THERE EXISTS, IN Sri Lankan tradition, the belief that a sculpture of the Buddha animates when his eyes are painted on. This quickening, spirit-engendering act is the final touch in creating the statue, and only someone anointed--a king, or, preferably, an "artificer," a trained ecclesiastical painter--can perform it. Even then, it's a sacrilege to look into the eyes of the Buddha, so the artificer paints them from over his shoulder, monitoring his progress in a mirror.
An artificer plays a memorable minor role in this beautiful and terrible new novel by Michael Ondaatje. And Ondaatje himself played a bit of an artificer's role in writing the book--painting and animating a reality obliquely, through reflection, truth being painful to gaze upon directly.
Anil's Ghost is Michael Ondaatje's fourth novel, the first since his Booker Prize-winning English Patient, but it reflects his work as a poet. It's graceful, fluid, multi-layered, connotative, ultimately ambiguous. Ostensibly about civil war in Sri Lanka, it also concerns family relations, identity, spirituality, the nature of truth, the nature of remembrance, and the redemptive power of art.
Ondaatje, Sri Lankan-born and a Canadian resident since 1962, chose as his central character a Sri Lankan expatriate--33-year-old forensic anthropologist Anil Tissera, English- and American-educated and gone from the country for 15 years. The story takes place in the early 1990s, in a historically accurate time of tripartite political crisis. In response to the actions of separatist guerillas in the north and anti-government insurgents in the south, the government sent out its own legal and illegal squads. Rampant murders and "disappearances" resulted.
The action opens with Anil arriving on a UN human rights assignment to investigate reports of atrocities. The government assigns her a contact and partner, archeologist Sarath Diyasena, and he explains to her that the disappearances and murders could be traced to any of the three warring factions. When a dead body shows up in a government-protected area, though, Anil thinks she has her case against the government.
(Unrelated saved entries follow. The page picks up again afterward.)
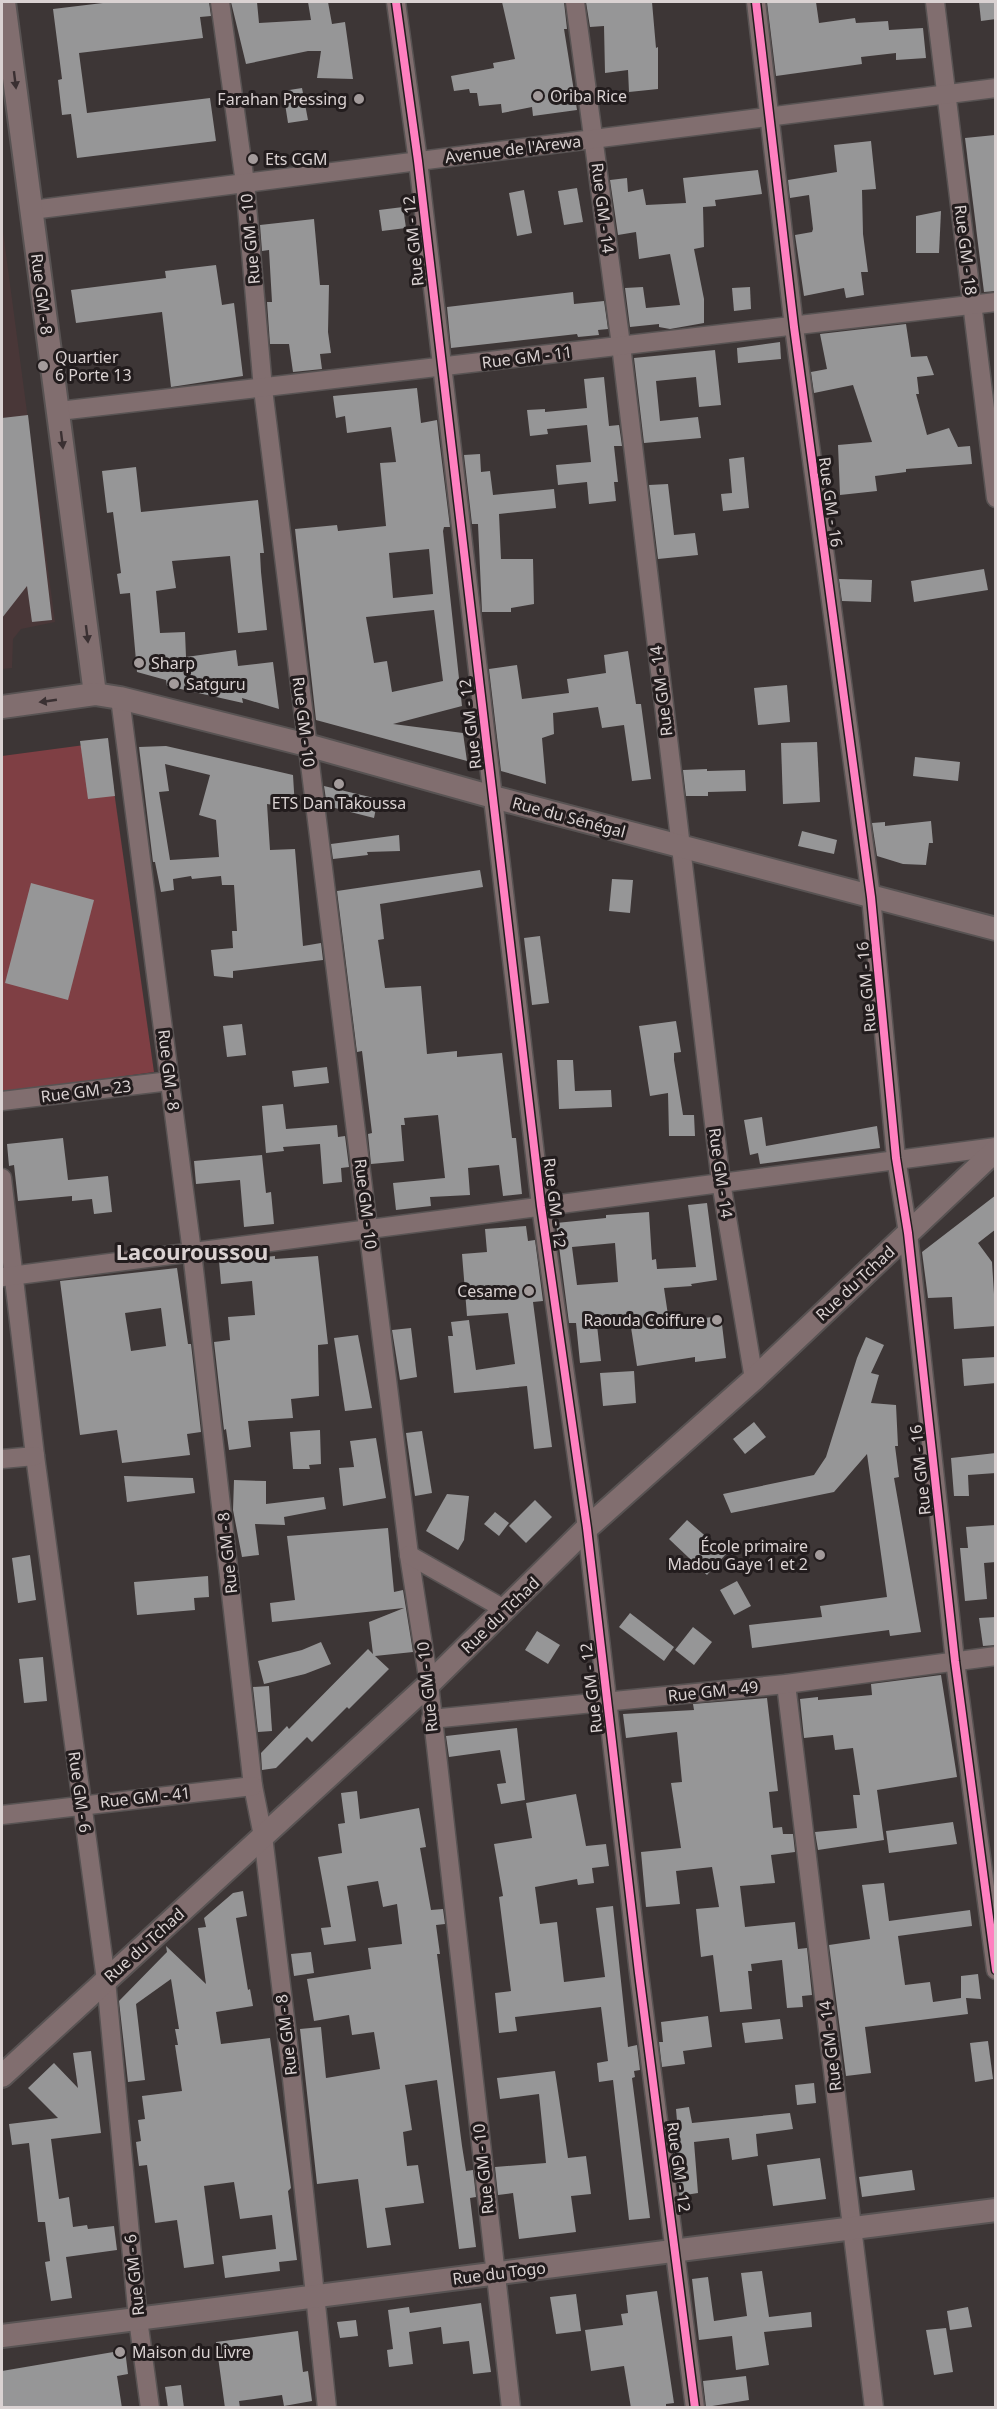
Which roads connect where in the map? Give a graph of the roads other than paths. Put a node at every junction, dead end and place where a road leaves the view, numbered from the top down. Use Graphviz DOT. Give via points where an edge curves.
graph roads {
  1 [pos="4,2"];
  2 [pos="220,2"];
  3 [pos="396,2"];
  4 [pos="575,2"];
  5 [pos="756,2"];
  6 [pos="935,2"];
  7 [pos="996,88"];
  8 [pos="946,94"];
  9 [pos="771,117"];
  10 [pos="594,138"];
  11 [pos="418,161"];
  12 [pos="245,183"];
  13 [pos="32,210"];
  14 [pos="996,302"];
  15 [pos="973,305"];
  16 [pos="794,327"];
  17 [pos="621,345"];
  18 [pos="441,367"];
  19 [pos="263,388"];
  20 [pos="59,411"];
  21 [pos="996,498"];
  22 [pos="95,694"];
  23 [pos="120,698"];
  24 [pos="2,707"];
  25 [pos="307,745"];
  26 [pos="493,797"];
  27 [pos="679,846"];
  28 [pos="871,897"];
  29 [pos="996,929"];
  30 [pos="170,1081"];
  31 [pos="2,1101"];
  32 [pos="996,1149"];
  33 [pos="896,1158"];
  34 [pos="2,1178"];
  35 [pos="721,1182"];
  36 [pos="541,1206"];
  37 [pos="370,1228"];
  38 [pos="908,1233"];
  39 [pos="192,1252"];
  40 [pos="7,1276"];
  41 [pos="754,1379"];
  42 [pos="35,1456"];
  43 [pos="2,1459"];
  44 [pos="587,1528"];
  45 [pos="409,1555"];
  46 [pos="506,1610"];
  47 [pos="996,1656"];
  48 [pos="955,1661"];
  49 [pos="429,1684"];
  50 [pos="786,1684"];
  51 [pos="606,1702"];
  52 [pos="431,1719"];
  53 [pos="253,1786"];
  54 [pos="81,1804"];
  55 [pos="2,1815"];
  56 [pos="263,1836"];
  57 [pos="996,1970"];
  58 [pos="106,1980"];
  59 [pos="2,2076"];
  60 [pos="996,2210"];
  61 [pos="851,2228"];
  62 [pos="676,2250"];
  63 [pos="494,2274"];
  64 [pos="313,2296"];
  65 [pos="138,2319"];
  66 [pos="2,2336"];
  67 [pos="150,2408"];
  68 [pos="327,2408"];
  69 [pos="511,2408"];
  70 [pos="695,2408"];
  71 [pos="874,2408"];
  1 -- 13 [label="street, Rue GM - 8, one-way"];
  2 -- 12 [label="street, Rue GM - 10"];
  3 -- 11 [label="street, Rue GM - 12"];
  4 -- 10 [label="street, Rue GM - 14"];
  5 -- 9 [label="street, Rue GM - 16"];
  6 -- 8 [label="street, Rue GM - 18"];
  7 -- 8 [label="street, Avenue de l'Arewa"];
  8 -- 9 [label="street, Avenue de l'Arewa"];
  8 -- 15 [label="street, Rue GM - 18"];
  9 -- 10 [label="street, Avenue de l'Arewa"];
  9 -- 16 [label="street, Rue GM - 16"];
  10 -- 11 [label="street, Avenue de l'Arewa"];
  10 -- 17 [label="street, Rue GM - 14"];
  11 -- 12 [label="street, Avenue de l'Arewa"];
  11 -- 18 [label="street, Rue GM - 12"];
  12 -- 13 [label="street, Avenue de l'Arewa"];
  12 -- 19 [label="street, Rue GM - 10"];
  13 -- 20 [label="street, Rue GM - 8"];
  14 -- 15 [label="street, Rue GM - 11"];
  15 -- 16 [label="street, Rue GM - 11"];
  15 -- 21 [label="street, Rue GM - 18"];
  16 -- 17 [label="street, Rue GM - 11"];
  16 -- 28 [label="street, Rue GM - 16"];
  17 -- 18 [label="street, Rue GM - 11"];
  17 -- 27 [label="street, Rue GM - 14"];
  18 -- 19 [label="street, Rue GM - 11"];
  18 -- 26 [label="street, Rue GM - 12"];
  19 -- 20 [label="street, Rue GM - 11"];
  19 -- 25 [label="street, Rue GM - 10"];
  20 -- 22 [label="street, Rue GM - 8, one-way"];
  22 -- 23 [label="street, Rue du Sénégal"];
  22 -- 24 [label="street, Rue du Sénégal, one-way"];
  23 -- 25 [label="street, Rue du Sénégal"];
  23 -- 30 [label="street, Rue GM - 8"];
  25 -- 26 [label="street, Rue du Sénégal"];
  25 -- 37 [label="street, Rue GM - 10"];
  26 -- 27 [label="street, Rue du Sénégal"];
  26 -- 36 [label="street, Rue GM - 12"];
  27 -- 28 [label="street, Rue du Sénégal"];
  27 -- 35 [label="street, Rue GM - 14"];
  28 -- 29 [label="street, Rue du Sénégal"];
  28 -- 33 [label="street, Rue GM - 16"];
  30 -- 31 [label="street, Rue GM - 23"];
  30 -- 39 [label="street, Rue GM - 8"];
  32 -- 33 [label="street"];
  32 -- 38 [label="street, Rue du Tchad"];
  33 -- 35 [label="street"];
  33 -- 38 [label="street, Rue GM - 16"];
  34 -- 40 [label="street, Rue GM - 6"];
  35 -- 36 [label="street"];
  35 -- 41 [label="street, Rue GM - 14"];
  36 -- 37 [label="street"];
  36 -- 44 [label="street, Rue GM - 12"];
  37 -- 39 [label="street"];
  37 -- 45 [label="street, Rue GM - 10"];
  38 -- 41 [label="street, Rue du Tchad"];
  38 -- 48 [label="street, Rue GM - 16"];
  39 -- 40 [label="street"];
  39 -- 53 [label="street, Rue GM - 8"];
  40 -- 42 [label="street, Rue GM - 6"];
  41 -- 44 [label="street, Rue du Tchad"];
  42 -- 43 [label="street"];
  42 -- 54 [label="street, Rue GM - 6"];
  44 -- 46 [label="street, Rue du Tchad"];
  44 -- 51 [label="street, Rue GM - 12"];
  45 -- 46 [label="street"];
  45 -- 49 [label="street, Rue GM - 10"];
  46 -- 49 [label="street, Rue du Tchad"];
  47 -- 48 [label="street, Rue GM - 49"];
  48 -- 50 [label="street, Rue GM - 49"];
  48 -- 57 [label="street, Rue GM - 16"];
  49 -- 52 [label="street, Rue GM - 10"];
  49 -- 56 [label="street, Rue du Tchad"];
  50 -- 51 [label="street, Rue GM - 49"];
  50 -- 61 [label="street, Rue GM - 14"];
  51 -- 52 [label="street, Rue GM - 49"];
  51 -- 62 [label="street, Rue GM - 12"];
  52 -- 63 [label="street, Rue GM - 10"];
  53 -- 54 [label="street, Rue GM - 41"];
  53 -- 56 [label="street, Rue GM - 8"];
  54 -- 55 [label="street, Rue GM - 41"];
  54 -- 58 [label="street, Rue GM - 6"];
  56 -- 58 [label="street, Rue du Tchad"];
  56 -- 64 [label="street, Rue GM - 8"];
  58 -- 59 [label="street, Rue du Tchad"];
  58 -- 65 [label="street, Rue GM - 6"];
  60 -- 61 [label="street, Rue du Togo"];
  61 -- 62 [label="street, Rue du Togo"];
  61 -- 71 [label="street, Rue GM - 14"];
  62 -- 63 [label="street, Rue du Togo"];
  62 -- 70 [label="street, Rue GM - 12"];
  63 -- 64 [label="street, Rue du Togo"];
  63 -- 69 [label="street, Rue GM - 10"];
  64 -- 65 [label="street, Rue du Togo"];
  64 -- 68 [label="street, Rue GM - 8"];
  65 -- 66 [label="street, Rue du Togo"];
  65 -- 67 [label="street, Rue GM - 6"];
}
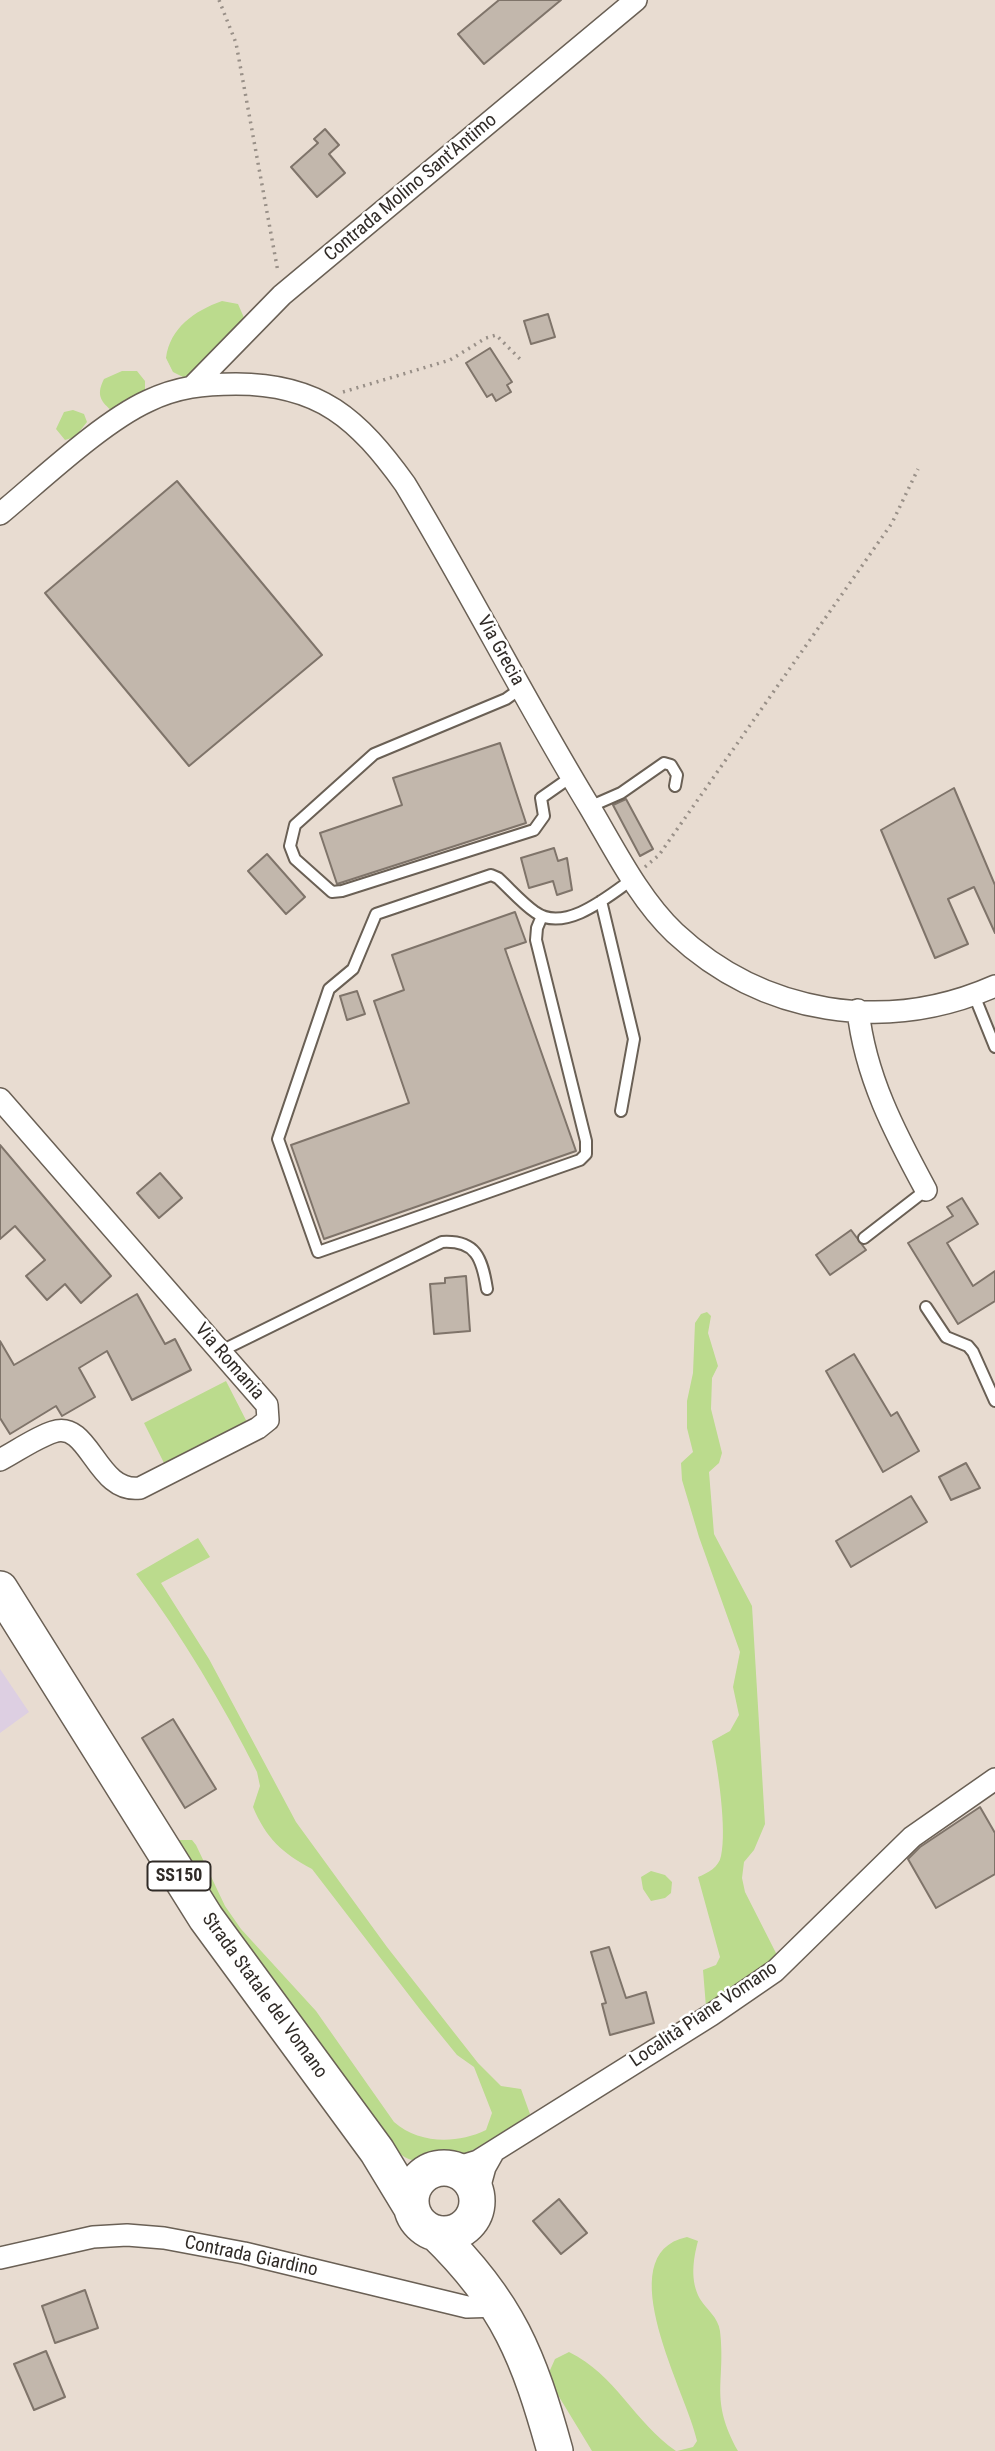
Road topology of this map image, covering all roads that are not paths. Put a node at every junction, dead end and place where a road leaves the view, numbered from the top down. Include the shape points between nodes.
1 (636, 0) edge
2 (194, 384) junction
3 (0, 514) edge
4 (520, 689) junction
5 (571, 777) junction
6 (675, 786) dead end
7 (589, 807) junction
8 (634, 878) junction
9 (601, 901) junction
10 (542, 916) junction
11 (995, 986) edge
12 (974, 995) junction
13 (858, 1010) junction
14 (995, 1047) edge
15 (0, 1099) edge
16 (621, 1111) dead end
17 (926, 1190) joint
18 (864, 1238) dead end
19 (487, 1289) dead end
20 (926, 1307) dead end
21 (221, 1351) junction
22 (995, 1401) edge
23 (0, 1460) edge
24 (0, 1589) edge
25 (995, 1779) edge
26 (377, 2151) junction
27 (494, 2151) junction
28 (443, 2169) junction
29 (411, 2207) junction
30 (460, 2218) junction
31 (0, 2258) edge
32 (500, 2306) junction
33 (555, 2451) edge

She just needs to determine where it died, where it came from, and who it was.
In the course of her investigation, Anil meets Sarath's surgeon brother Gamini; Gunesena, a truck driver "crucified" with bridge nails on the asphalt of a highway; Palipana, a discredited archeologist living an ascetic's life in a former monks' compound; and Ananda, a drunken pit-mine worker trained as an artificer. Anil also revisits old relationships--mostly in her mind.
While the plot is moved by Anil's inquiry and its suspense derives from the threat of government reaction, her character serves to catalyze issues of family and identity. She brings together emotionally estranged brothers Sarath and Gamini, for example, whose relationship could well represent the complexity of Sri Lankan civil unrest.
"We are full of anarchy," Ondaatje has Anil muse. "[I]f I meet a Sri Lankan elsewhere in the world...each of us knows all hell could break loose. What is that quality in us? What causes us to cause our own rain and smoke?"
There is political outrage inherent in Anil's Ghost, but no simplistic denunciation or accusation. In her quest to track down the story of her corpse, Anil repeats a lesson taught her by a professor regarding human rights work in Kurdistan: "One village can speak for many villages. One victim can speak for many victims." That Anil has also participated in human rights investigations in Guatemala and China, and refers to rights violations in such locations as the Congo, suggests that one country might speak for many countries as well.
Just as political positions are blurred in this novel, so are notions of truth. Early on, Anil realizes that the factual certainties she'd come to depend upon in the West don't exist in the same way in the East. Fear contaminates truth, and renders it slippery and evasive. "Truth," she observes, "bounces between gossip and vengeance.... Information was made public with diversions and subtexts--as if the truth would not be of interest when given directly, without waltzing backwards."
One appealing character in this work, Palipana, allows Ondaatje to toy with what's true. Long a respected epigraphist (the country's best archaeological theorist), exacting, and the demanding teacher of many (including Sarath), Palipana had perpetrated a great fraud on the scientific community. Familiar with languages, steeped in texts, intimate with hieroglyphics, Palipana had simply made links and speculated on facts and created a new mythology of his own. He applied imagination to fact.
Palipana leads Anil and Sarath to Ondaatje's best secondary character: Ananda the artificer. In Ananda are embodied the tragedies of Sri Lanka. An artist entrusted with historical and spiritual secrets--artificers are adorned and bejeweled for the occasion of bringing sight and insight to the Buddha--he has been broken by the "disappearance" of his young wife, and he's been reduced to the slogging work of a gem-pit miner, work done by candlelight crouching in tiny mud tunnels. If any character deserves redemption by art, it's this one.
Anil's Ghost is not a mindless read. It spins an extraordinary setting and premise, complex and provocative. If it fails to tie up all issues and elements, it's done no more than reflect the ambiguity of social, spiritual and political realities. If it doesn't explain all it exposes, it's nonetheless a remarkable offering of eyes for the Buddha.